• TASK REQUIREMENTS
Your output must be the line containing "thumb tip: (1055, 772)" followed by every later line in the entries below, all copied exactly.

═════ RECORDS

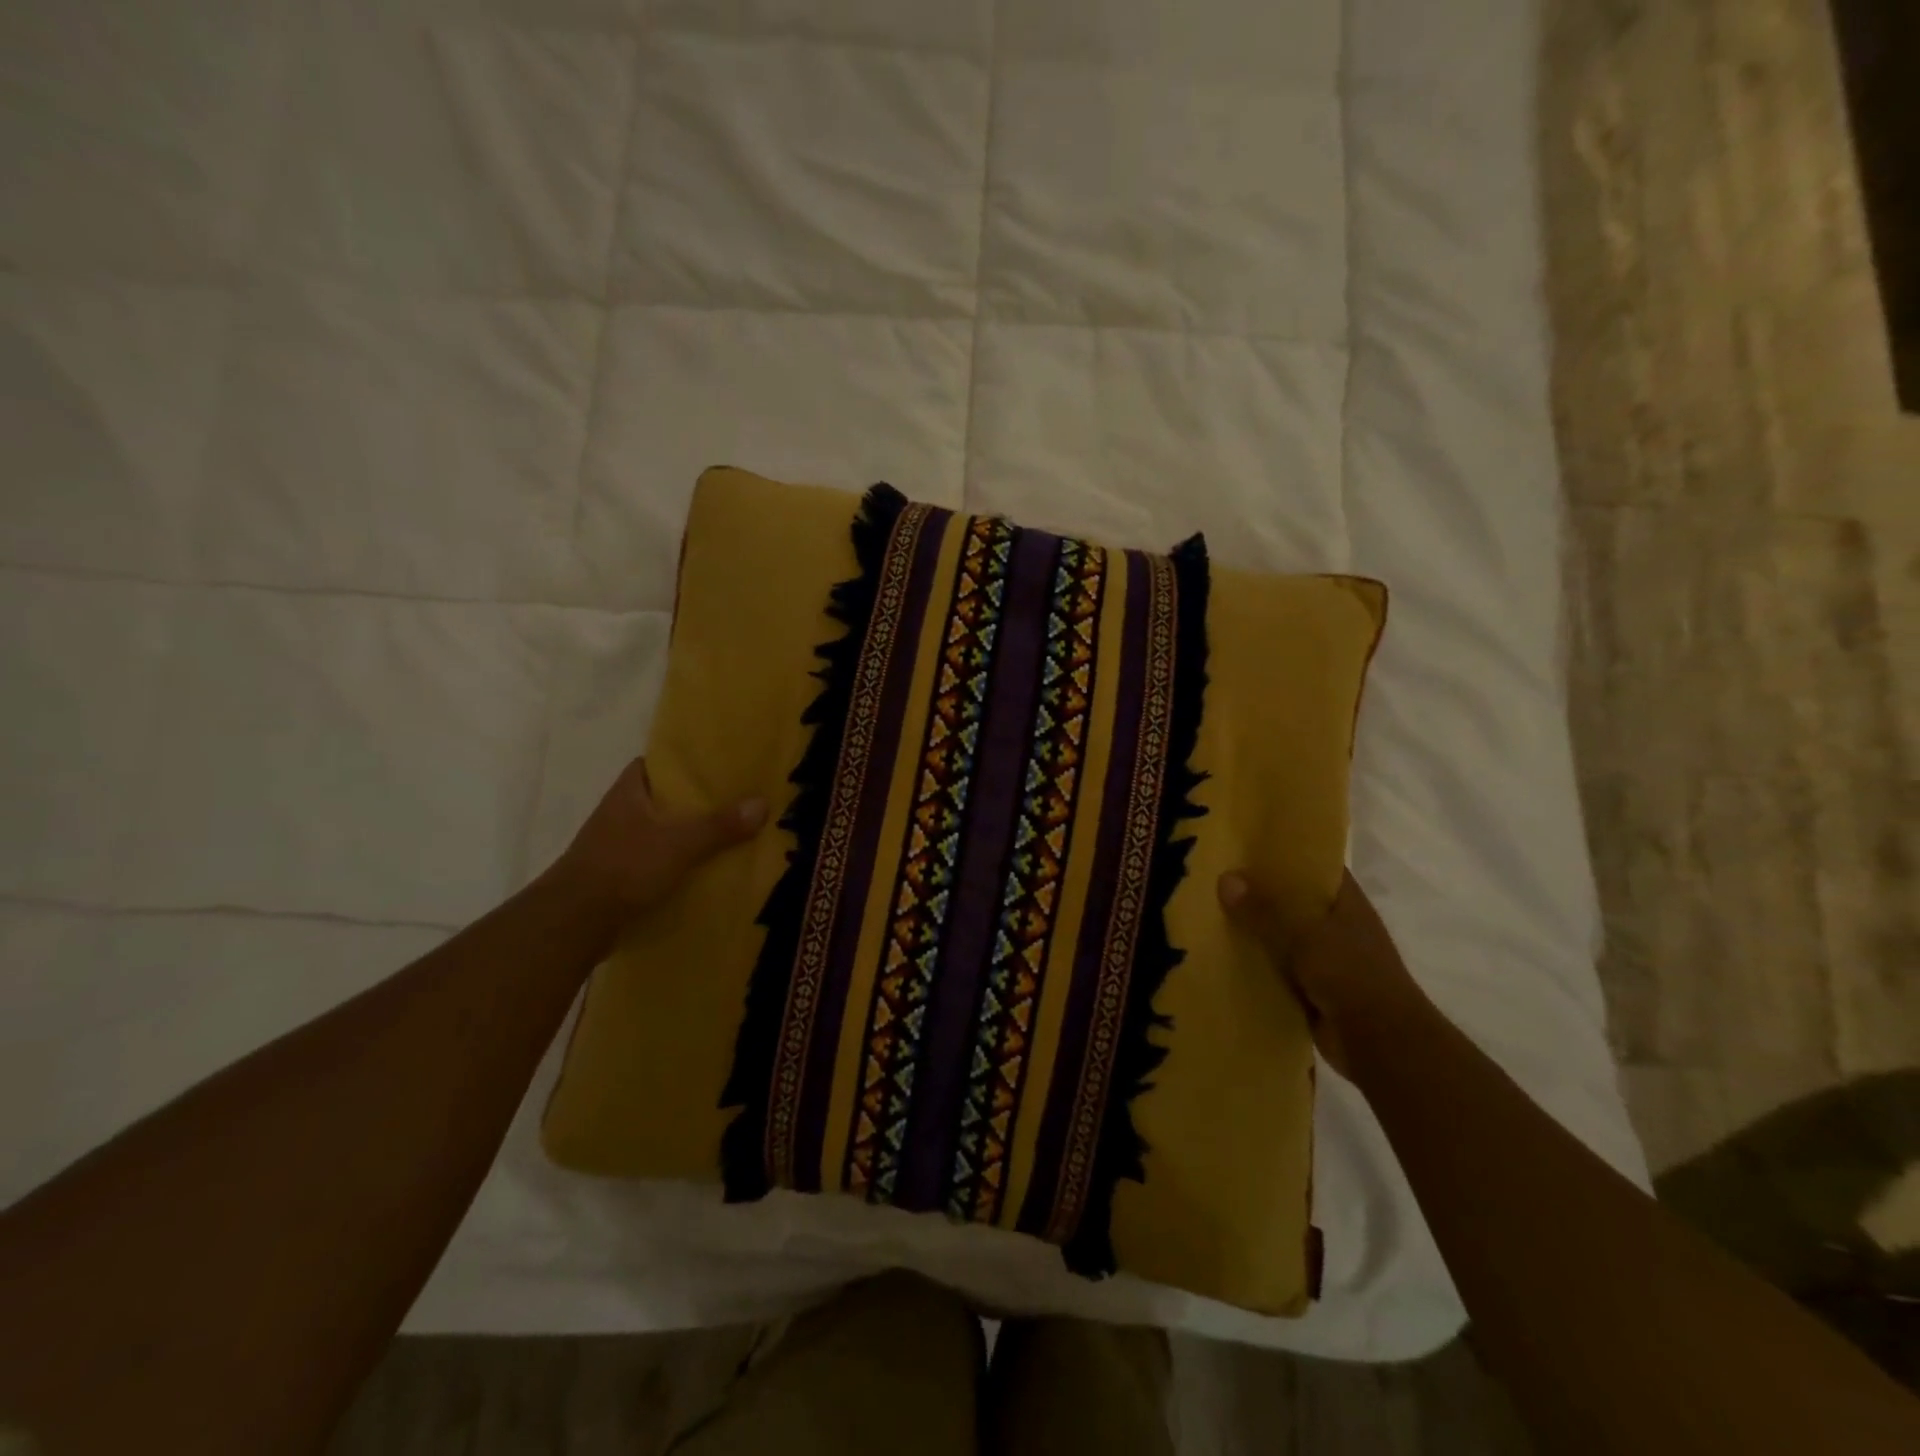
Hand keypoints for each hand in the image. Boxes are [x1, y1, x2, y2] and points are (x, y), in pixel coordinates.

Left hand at [548, 757, 766, 921]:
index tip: (711, 767)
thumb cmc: (624, 867)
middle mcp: (618, 814)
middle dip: (690, 802)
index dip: (679, 763)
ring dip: (682, 835)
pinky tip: (700, 871)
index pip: (652, 765)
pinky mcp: (616, 877)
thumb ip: (719, 825)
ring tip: (723, 836)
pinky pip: (652, 861)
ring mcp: (614, 847)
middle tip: (730, 801)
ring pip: (656, 832)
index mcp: (628, 793)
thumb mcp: (679, 843)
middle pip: (659, 799)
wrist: (574, 922)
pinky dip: (673, 863)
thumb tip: (762, 803)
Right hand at [1217, 868, 1430, 1079]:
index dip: (1285, 853)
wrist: (1383, 1045)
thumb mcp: (1306, 935)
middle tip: (1213, 876)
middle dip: (1258, 891)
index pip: (1315, 866)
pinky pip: (1275, 967)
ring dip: (1253, 929)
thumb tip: (1225, 878)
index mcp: (1346, 903)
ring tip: (1208, 912)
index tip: (1246, 843)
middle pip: (1292, 900)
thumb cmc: (1353, 977)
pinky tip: (1221, 954)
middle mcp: (1336, 926)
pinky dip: (1254, 963)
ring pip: (1280, 934)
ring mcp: (1324, 959)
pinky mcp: (1311, 988)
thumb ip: (1265, 909)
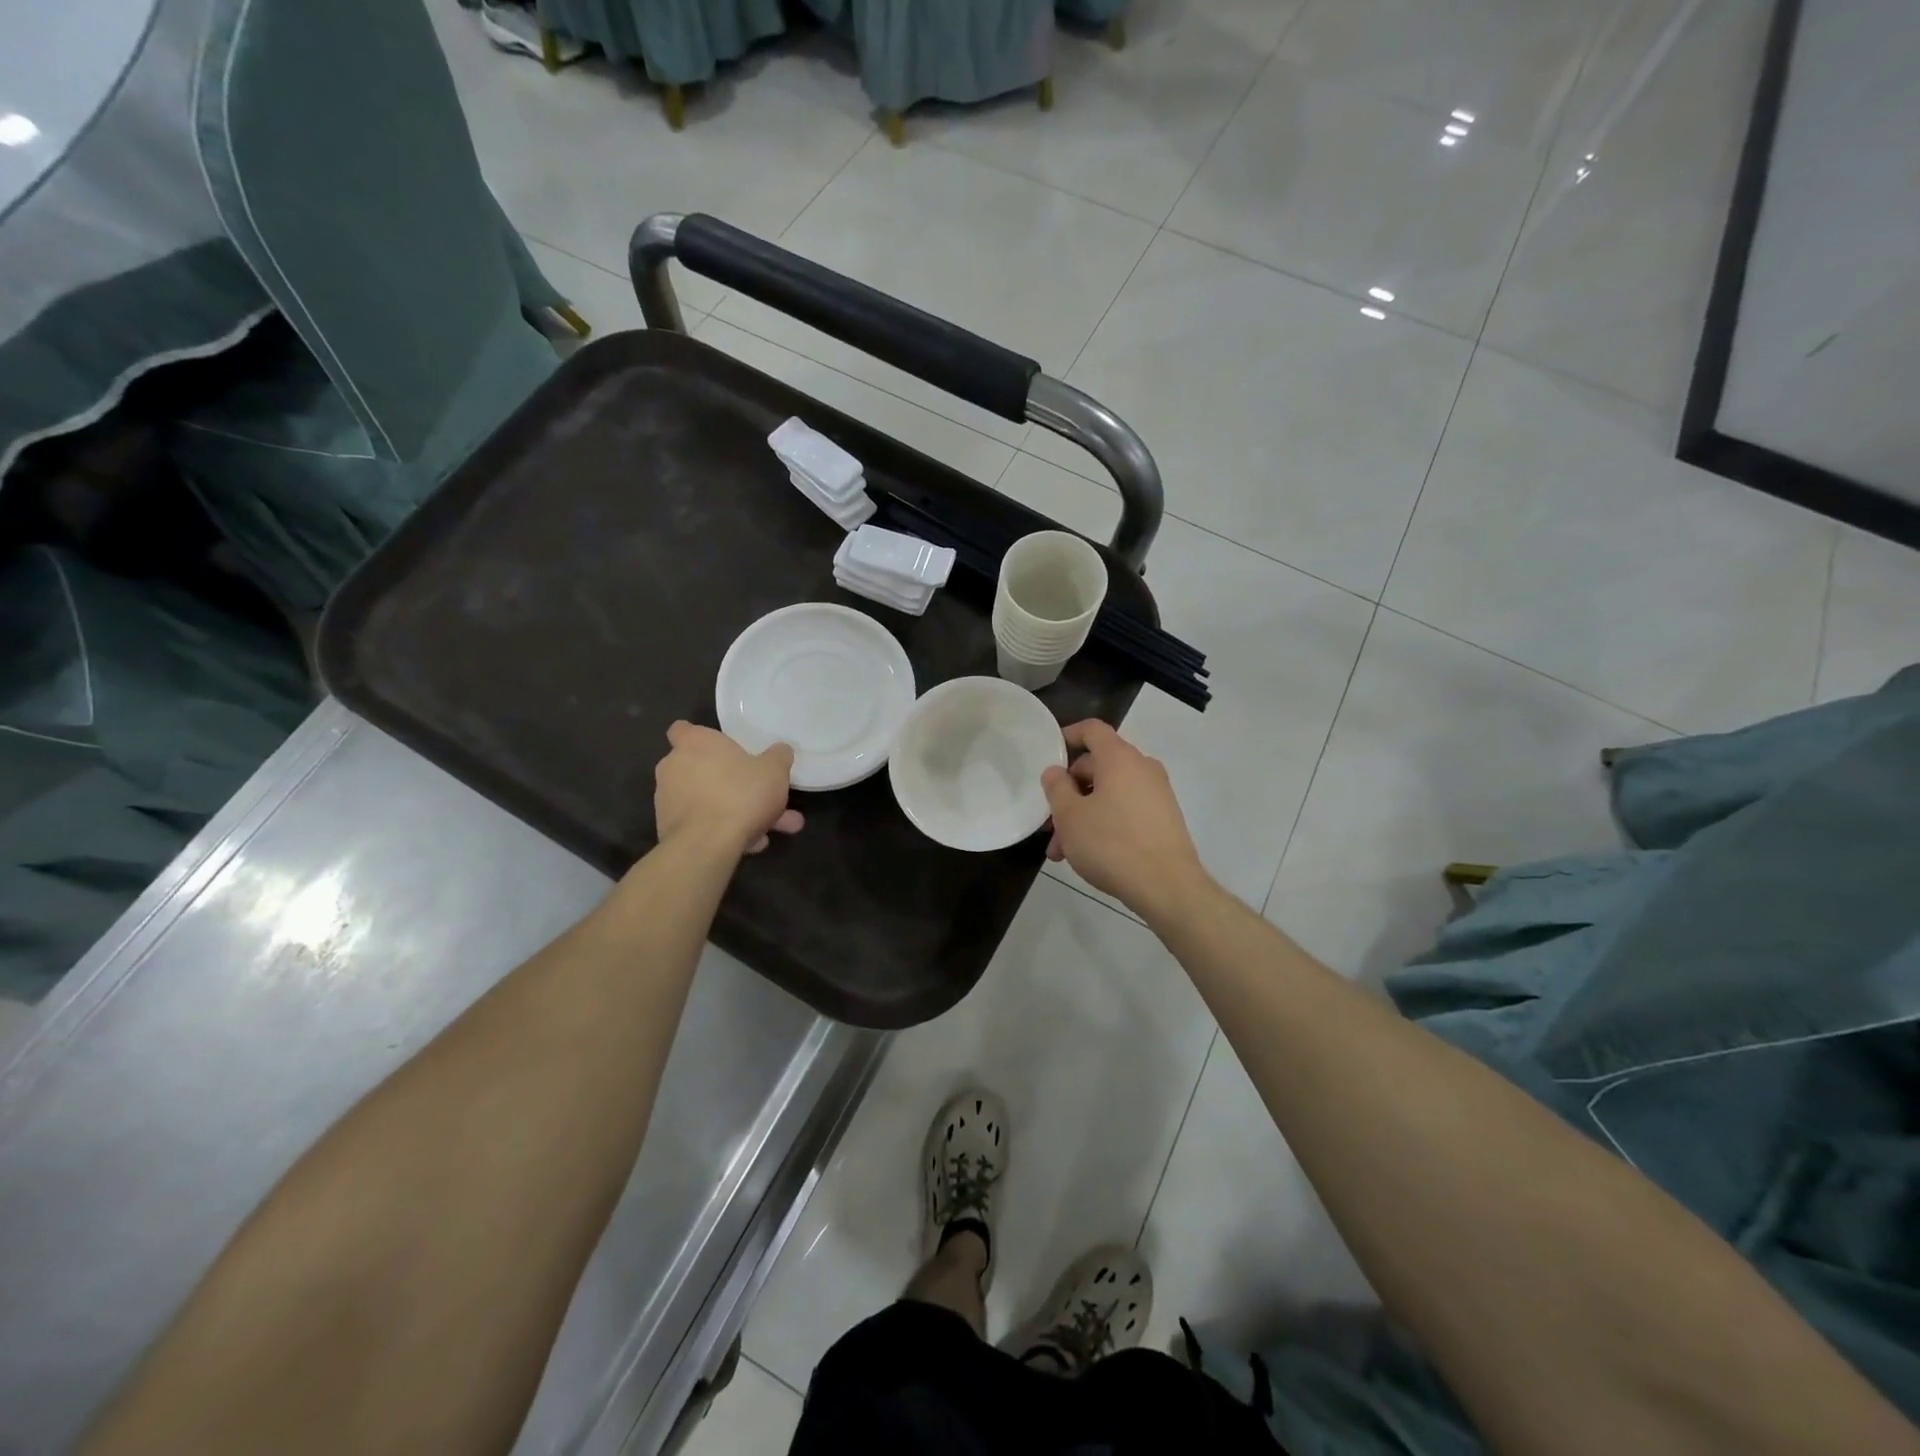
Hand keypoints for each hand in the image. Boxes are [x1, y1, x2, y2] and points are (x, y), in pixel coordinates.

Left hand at [654, 722, 803, 855]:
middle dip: (732, 784)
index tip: (720, 749)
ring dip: (735, 812)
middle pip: (702, 769)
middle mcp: (674, 767)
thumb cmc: (740, 793)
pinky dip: (723, 831)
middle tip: (761, 797)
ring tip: (769, 832)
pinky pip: (703, 824)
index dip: (699, 738)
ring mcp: (668, 800)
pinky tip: (752, 845)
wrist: (707, 844)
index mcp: (695, 743)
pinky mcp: (668, 829)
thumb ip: (778, 757)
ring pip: (708, 801)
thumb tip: (780, 751)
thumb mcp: (774, 770)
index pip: (682, 730)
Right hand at [1042, 721, 1205, 918]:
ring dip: (1083, 815)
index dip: (1070, 735)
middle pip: (1099, 767)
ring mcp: (1157, 794)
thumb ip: (1057, 788)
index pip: (1093, 730)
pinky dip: (1105, 823)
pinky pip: (1126, 810)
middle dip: (1069, 792)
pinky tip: (1089, 854)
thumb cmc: (1111, 843)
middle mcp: (1142, 768)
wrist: (1167, 886)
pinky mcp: (1164, 819)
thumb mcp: (1070, 816)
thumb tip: (1055, 772)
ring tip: (1063, 851)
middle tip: (1049, 824)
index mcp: (1119, 758)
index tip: (1051, 752)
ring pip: (1110, 794)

══════════

• OUTPUT BELOW
thumb tip: (1055, 772)
ring tip: (1063, 851)
middle tip: (1049, 824)
index mcp: (1119, 758)
index tip: (1051, 752)
ring pip: (1110, 794)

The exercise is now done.